Ola notices a change to the Hpricot gem:

This is just so cool, I cannot contain it. For those of you who haven't heard about Hpricot, it is one of why the lucky stiff's incredibly cool tools (which he probably will use to take over the world any day now...). It's HTML parsing goodness, very flexible, with the goal of being able to parse (and fix) everything that Firefox handles.

"So what?" you're probably asking... Well, Hpricot uses Ragel and some C code to achieve blinding speed. This means JRuby can't run it. Or I should say couldn't run it:


orpheus:~/workspace/jruby> jruby bin/gem install hpricot --source http://code.whytheluckystiff.net
Bulk updating Gem source index for: http://code.whytheluckystiff.net
Select which gem to install for your platform (java)
1. hpricot 0.5.110 (jruby)
2. hpricot 0.5.110 (mswin32)
3. hpricot 0.5.110 (ruby)
4. hpricot 0.5 (ruby)
5. hpricot 0.5 (mswin32)
6. hpricot 0.5.0 (ruby)

...

That's right, Hpricot is now more promiscuous than any other gem with native parts.
What can you do with it? Well, I'm just going to point you to _why's own description of it. All he says at http://code.whytheluckystiff.net/hpricot/ will work fine in JRuby!

How did this come to be? Well, me and _why did some joint hacking, which was helped along by the fact that Adrian Thurston (the genius behind Ragel) recently added Java support to it. So, basically, most of the Ragel definition is exactly the same for both the C and the Java versions. The native code has been factored out, and both versions are buildable with rake from _why's code repository.
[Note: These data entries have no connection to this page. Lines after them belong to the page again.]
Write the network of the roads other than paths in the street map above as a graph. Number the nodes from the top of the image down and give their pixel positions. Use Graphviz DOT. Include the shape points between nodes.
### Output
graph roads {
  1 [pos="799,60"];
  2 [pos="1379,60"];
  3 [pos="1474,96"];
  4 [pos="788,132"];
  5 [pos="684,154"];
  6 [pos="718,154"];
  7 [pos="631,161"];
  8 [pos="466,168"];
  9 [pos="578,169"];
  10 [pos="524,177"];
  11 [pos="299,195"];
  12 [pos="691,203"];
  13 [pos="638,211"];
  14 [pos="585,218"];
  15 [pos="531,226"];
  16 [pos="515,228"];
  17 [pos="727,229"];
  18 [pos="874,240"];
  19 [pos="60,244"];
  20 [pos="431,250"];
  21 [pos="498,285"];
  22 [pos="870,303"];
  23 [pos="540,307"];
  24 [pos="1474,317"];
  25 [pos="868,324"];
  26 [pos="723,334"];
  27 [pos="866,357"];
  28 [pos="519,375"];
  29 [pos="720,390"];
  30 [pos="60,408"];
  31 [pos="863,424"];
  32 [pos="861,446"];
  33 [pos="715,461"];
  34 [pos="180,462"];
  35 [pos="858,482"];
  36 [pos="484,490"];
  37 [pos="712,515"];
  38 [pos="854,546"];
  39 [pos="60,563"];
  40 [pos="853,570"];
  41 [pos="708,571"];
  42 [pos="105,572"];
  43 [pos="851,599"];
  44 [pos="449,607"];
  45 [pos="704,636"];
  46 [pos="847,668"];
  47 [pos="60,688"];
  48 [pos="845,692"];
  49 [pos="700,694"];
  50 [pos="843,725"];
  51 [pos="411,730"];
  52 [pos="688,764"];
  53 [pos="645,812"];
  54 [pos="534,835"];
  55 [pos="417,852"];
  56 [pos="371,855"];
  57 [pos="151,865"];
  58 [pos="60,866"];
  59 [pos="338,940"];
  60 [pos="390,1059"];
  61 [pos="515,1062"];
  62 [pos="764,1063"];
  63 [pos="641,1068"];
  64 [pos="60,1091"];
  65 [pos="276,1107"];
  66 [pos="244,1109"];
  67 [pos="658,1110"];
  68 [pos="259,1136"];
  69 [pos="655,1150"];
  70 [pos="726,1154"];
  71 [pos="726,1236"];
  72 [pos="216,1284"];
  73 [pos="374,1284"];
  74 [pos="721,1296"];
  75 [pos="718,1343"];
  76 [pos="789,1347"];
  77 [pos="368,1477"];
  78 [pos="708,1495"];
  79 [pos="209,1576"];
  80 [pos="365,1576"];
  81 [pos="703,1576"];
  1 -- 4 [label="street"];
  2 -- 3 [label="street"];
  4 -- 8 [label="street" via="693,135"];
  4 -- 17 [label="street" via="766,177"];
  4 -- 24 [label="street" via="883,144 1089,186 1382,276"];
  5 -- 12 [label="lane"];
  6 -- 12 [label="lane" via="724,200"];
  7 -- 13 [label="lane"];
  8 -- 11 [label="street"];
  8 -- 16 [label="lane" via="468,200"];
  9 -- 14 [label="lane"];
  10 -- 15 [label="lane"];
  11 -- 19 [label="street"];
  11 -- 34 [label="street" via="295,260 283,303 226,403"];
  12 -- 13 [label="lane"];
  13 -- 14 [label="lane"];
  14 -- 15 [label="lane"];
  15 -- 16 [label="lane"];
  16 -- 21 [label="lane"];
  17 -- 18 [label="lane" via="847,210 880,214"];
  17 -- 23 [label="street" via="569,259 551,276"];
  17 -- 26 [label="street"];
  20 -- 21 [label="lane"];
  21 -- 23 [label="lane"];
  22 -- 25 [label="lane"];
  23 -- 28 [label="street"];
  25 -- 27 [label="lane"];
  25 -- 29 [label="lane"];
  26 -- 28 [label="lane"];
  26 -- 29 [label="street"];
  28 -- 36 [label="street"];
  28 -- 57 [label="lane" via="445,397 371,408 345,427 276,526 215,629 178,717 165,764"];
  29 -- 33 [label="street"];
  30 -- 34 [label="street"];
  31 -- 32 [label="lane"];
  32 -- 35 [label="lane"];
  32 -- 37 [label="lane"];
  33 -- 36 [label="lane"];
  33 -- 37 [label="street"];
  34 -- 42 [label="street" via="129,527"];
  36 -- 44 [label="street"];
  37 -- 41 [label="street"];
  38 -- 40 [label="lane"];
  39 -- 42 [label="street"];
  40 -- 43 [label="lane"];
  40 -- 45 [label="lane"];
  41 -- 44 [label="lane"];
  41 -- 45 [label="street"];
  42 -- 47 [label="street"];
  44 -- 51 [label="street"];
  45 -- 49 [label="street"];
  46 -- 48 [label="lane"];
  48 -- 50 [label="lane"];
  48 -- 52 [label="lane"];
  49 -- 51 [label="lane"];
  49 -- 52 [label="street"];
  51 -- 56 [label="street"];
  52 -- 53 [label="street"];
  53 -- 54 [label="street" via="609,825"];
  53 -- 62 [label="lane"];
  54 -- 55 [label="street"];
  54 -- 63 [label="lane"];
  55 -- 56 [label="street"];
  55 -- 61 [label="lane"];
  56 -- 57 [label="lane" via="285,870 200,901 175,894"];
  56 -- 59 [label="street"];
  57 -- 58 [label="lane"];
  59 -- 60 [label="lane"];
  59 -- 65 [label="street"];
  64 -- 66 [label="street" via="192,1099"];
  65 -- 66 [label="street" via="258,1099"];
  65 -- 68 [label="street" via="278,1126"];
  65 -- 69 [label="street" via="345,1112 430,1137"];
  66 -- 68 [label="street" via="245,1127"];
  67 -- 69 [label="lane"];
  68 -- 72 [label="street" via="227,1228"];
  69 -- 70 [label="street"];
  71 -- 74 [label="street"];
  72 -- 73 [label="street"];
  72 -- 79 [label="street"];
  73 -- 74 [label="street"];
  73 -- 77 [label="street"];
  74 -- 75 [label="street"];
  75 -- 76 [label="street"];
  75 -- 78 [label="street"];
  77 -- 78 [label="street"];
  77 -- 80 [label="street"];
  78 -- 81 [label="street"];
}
This is important. Don't think anything else. This strategy will, and can, be used for other gems with native parts. It's just a question of time.


Yeah, I can't help but wonder how long it will be before this becomes SOP.

5 Comments

alpha3000
2007-02-10 05:53:18
Robert I dont want to sound rude but why you always posting Ruby and JRuby like it is the only cool scripting language and also in OnJava and not in the Ruby website? This is a Java website, Me as Java programmer I dont care about Ruby, Also there are lots of cool other scripting languages that a Java programmer could use and not only ruby. When I want to read a java article I come to OnJava but always I found your articles about Ruby I think better post on the ruby website they will be very interested on your postings. Thanks.
Mike
2007-02-10 06:33:41
Well maybe because the most interesting stuff right now is going on in Ruby community? Why not to overview it? Don't be Java snob. Keep it coming Robert as long as it's interesting.
cooper
2007-02-10 07:42:08
It is a fair question. Mostly I just post on things I trip over that I find interesting or have something to say about. Lately it has been a lot of scripting related stuff, but given that scripting on the JVM seems to be the big thrust for JDK 7, it is kind of hard to miss it.


It really hasn't been my intent to have 4 or 5 posts in a row all be in the same theme. It just worked out that way.

George Jempty
2007-02-12 04:11:55
I too object to this getting posted on onjava but for a different reason. Because the "author" adds one measly line of his own to several paragraphs' worth of somebody else's content. That should be a comment on somebody else's blog, not a blog entry on onjava.
Rob.
2007-02-14 05:08:45
Hey Java people!
Afraid of the new languages? That's what bothers you.